Task requirements: Wherever the word "roads" occurs in the listing, copy the whole line.

##########

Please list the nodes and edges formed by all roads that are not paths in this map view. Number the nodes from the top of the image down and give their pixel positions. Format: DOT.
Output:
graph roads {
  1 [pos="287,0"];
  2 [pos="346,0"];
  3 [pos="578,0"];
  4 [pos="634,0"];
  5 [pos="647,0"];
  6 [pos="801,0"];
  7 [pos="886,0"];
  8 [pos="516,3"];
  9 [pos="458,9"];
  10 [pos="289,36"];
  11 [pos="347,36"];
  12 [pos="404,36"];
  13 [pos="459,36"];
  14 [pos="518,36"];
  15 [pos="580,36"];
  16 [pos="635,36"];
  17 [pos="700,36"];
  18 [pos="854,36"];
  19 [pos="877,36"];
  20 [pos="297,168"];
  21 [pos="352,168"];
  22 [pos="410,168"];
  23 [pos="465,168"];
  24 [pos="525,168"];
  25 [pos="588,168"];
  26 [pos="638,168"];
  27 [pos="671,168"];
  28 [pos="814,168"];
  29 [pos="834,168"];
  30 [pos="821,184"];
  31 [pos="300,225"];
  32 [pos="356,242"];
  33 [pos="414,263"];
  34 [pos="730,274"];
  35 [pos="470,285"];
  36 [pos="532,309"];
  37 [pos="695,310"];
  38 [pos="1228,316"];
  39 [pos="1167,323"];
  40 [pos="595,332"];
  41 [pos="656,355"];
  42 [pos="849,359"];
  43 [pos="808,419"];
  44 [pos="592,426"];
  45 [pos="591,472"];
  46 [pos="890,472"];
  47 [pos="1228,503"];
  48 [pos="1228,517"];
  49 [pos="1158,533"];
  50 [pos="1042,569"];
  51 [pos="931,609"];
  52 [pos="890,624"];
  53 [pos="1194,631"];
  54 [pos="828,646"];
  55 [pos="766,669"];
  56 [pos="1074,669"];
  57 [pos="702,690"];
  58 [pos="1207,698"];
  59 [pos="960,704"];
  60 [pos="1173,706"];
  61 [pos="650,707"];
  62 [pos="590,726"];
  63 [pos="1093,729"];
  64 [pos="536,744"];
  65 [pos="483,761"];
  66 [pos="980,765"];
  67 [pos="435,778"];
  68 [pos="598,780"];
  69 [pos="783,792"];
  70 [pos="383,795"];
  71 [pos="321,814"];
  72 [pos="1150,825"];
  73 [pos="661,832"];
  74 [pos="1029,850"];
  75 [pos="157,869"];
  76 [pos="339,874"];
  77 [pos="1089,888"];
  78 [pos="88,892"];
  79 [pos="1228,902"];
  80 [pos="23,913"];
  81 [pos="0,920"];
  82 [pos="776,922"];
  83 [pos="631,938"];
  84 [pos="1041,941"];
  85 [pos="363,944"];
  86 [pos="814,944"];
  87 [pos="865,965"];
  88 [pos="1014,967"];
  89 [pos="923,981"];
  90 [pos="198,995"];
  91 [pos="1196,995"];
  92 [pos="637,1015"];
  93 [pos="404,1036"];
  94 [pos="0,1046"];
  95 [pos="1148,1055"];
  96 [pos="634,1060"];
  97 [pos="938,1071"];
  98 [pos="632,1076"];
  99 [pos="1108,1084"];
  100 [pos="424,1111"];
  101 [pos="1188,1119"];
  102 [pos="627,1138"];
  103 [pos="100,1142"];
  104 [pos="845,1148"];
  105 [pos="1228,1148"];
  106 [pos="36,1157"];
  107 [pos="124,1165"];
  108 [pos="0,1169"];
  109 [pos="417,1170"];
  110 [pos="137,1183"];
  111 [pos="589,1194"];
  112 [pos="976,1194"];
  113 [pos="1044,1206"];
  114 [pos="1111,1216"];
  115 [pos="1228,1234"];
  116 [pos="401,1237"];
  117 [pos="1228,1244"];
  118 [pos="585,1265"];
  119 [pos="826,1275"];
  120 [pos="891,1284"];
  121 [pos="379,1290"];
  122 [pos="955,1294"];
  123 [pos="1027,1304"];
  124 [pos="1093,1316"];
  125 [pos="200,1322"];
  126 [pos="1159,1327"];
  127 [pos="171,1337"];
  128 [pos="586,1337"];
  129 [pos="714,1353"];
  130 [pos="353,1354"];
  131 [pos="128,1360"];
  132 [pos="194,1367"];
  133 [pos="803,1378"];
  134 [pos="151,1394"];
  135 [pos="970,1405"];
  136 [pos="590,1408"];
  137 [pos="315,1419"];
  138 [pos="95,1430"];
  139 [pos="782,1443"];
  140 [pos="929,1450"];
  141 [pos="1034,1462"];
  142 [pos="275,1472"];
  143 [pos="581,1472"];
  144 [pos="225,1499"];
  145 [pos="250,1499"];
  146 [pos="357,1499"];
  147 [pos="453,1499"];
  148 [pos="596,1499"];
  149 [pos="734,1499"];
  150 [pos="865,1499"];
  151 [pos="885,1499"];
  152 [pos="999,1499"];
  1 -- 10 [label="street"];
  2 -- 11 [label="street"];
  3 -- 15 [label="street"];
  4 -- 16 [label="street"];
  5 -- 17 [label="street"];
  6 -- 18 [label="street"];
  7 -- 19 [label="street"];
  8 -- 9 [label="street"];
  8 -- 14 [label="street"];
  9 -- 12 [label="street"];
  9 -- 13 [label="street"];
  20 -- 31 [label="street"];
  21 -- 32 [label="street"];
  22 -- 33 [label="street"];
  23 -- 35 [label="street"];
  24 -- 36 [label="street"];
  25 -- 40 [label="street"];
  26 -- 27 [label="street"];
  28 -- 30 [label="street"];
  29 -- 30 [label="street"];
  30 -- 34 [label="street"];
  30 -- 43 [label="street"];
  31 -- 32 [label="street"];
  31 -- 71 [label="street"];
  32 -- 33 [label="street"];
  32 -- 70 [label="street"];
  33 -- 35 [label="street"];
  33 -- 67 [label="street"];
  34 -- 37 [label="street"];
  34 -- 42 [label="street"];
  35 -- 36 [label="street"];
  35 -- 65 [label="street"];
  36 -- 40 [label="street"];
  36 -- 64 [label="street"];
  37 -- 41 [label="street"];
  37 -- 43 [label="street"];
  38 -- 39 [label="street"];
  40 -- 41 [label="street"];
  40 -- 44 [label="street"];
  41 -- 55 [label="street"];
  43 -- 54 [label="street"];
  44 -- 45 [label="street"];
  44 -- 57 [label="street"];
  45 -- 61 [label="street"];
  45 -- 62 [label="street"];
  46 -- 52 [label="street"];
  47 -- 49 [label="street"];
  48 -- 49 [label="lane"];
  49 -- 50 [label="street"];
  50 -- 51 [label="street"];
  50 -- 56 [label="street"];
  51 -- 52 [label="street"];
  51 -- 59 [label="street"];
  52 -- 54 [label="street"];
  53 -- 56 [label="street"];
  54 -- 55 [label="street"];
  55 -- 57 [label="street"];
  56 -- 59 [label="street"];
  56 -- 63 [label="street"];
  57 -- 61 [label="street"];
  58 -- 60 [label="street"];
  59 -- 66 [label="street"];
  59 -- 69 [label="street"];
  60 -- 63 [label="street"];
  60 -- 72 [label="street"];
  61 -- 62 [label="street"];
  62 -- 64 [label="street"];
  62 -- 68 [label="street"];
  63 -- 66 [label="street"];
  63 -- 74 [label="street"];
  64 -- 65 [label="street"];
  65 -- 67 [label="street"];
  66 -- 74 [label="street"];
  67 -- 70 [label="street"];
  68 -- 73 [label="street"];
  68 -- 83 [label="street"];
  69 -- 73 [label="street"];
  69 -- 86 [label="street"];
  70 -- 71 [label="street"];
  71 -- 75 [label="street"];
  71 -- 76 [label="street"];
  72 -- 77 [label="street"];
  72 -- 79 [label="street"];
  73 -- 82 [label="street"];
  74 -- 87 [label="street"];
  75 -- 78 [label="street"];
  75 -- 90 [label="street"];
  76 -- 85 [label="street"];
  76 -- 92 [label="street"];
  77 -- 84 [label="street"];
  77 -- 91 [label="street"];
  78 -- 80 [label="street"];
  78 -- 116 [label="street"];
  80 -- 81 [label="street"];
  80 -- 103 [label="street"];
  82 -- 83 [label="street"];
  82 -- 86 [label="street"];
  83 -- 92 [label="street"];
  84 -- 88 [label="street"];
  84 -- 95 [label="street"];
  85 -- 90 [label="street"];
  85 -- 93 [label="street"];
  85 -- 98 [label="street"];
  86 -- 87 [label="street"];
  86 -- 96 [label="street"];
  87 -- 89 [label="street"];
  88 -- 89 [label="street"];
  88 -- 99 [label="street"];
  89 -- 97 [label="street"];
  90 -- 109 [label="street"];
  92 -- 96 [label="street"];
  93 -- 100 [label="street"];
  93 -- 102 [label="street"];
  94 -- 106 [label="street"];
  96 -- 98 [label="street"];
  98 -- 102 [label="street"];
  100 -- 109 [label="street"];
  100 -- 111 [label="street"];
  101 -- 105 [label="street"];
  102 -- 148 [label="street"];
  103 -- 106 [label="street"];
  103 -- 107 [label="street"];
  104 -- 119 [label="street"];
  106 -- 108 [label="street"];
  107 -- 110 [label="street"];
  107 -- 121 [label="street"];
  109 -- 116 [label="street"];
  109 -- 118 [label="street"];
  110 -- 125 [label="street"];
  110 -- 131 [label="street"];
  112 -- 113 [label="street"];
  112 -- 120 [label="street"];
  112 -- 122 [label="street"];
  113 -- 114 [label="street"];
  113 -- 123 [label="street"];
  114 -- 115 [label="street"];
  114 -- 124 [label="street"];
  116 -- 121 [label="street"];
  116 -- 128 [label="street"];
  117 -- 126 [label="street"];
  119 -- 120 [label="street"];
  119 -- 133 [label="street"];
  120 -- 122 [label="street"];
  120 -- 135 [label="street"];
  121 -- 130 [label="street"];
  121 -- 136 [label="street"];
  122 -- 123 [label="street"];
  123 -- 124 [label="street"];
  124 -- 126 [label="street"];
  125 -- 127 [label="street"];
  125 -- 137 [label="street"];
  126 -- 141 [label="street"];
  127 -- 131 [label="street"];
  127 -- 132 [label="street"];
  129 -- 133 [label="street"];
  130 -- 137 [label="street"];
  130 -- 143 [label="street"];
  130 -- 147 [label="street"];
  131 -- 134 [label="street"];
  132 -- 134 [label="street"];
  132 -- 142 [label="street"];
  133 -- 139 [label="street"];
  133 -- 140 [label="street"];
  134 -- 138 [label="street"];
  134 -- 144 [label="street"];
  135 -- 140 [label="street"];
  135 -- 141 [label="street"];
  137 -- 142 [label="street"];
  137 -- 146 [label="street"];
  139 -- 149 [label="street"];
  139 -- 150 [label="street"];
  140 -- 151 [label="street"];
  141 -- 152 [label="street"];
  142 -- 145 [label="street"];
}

##########

Solved exercise:
Please list the nodes and edges formed by all roads that are not paths in this map view. Number the nodes from the top of the image down and give their pixel positions. Format: DOT.
graph roads {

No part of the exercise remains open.